[Extracted records]
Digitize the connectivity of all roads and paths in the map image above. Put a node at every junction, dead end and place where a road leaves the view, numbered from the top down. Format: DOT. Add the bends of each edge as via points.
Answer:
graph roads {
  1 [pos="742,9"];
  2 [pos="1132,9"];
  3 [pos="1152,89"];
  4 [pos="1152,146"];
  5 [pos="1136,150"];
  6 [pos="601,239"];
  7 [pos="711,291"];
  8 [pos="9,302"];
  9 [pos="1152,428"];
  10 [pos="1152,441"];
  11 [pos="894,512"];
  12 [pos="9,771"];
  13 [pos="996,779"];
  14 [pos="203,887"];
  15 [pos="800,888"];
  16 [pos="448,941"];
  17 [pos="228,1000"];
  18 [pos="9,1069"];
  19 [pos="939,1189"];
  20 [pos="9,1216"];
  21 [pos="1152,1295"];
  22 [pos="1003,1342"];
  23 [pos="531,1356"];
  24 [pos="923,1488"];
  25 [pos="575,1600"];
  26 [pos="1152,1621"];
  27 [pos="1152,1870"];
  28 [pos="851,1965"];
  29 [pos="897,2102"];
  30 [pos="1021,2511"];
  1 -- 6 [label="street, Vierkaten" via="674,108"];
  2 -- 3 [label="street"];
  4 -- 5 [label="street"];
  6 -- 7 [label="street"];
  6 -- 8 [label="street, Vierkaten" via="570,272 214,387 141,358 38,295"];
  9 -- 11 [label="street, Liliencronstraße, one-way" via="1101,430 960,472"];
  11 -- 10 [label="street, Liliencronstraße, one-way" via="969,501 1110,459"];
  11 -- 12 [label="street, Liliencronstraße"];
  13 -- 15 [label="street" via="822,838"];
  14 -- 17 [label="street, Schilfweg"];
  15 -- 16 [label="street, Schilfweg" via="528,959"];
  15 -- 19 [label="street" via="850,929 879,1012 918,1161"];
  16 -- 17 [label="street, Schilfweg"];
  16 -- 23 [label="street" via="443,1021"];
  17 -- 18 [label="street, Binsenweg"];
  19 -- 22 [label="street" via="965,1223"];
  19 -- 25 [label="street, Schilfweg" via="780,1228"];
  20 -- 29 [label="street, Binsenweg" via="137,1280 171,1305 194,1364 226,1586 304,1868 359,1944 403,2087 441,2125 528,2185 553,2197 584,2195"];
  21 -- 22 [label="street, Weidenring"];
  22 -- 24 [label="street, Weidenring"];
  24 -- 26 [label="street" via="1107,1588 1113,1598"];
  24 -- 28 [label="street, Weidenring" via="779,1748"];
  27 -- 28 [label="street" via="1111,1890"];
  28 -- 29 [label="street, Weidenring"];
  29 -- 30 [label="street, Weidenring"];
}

| Requirement |
All that is needed is a number: how many lines in the data above contain the string "Binsenweg".

| Exercise answer |
2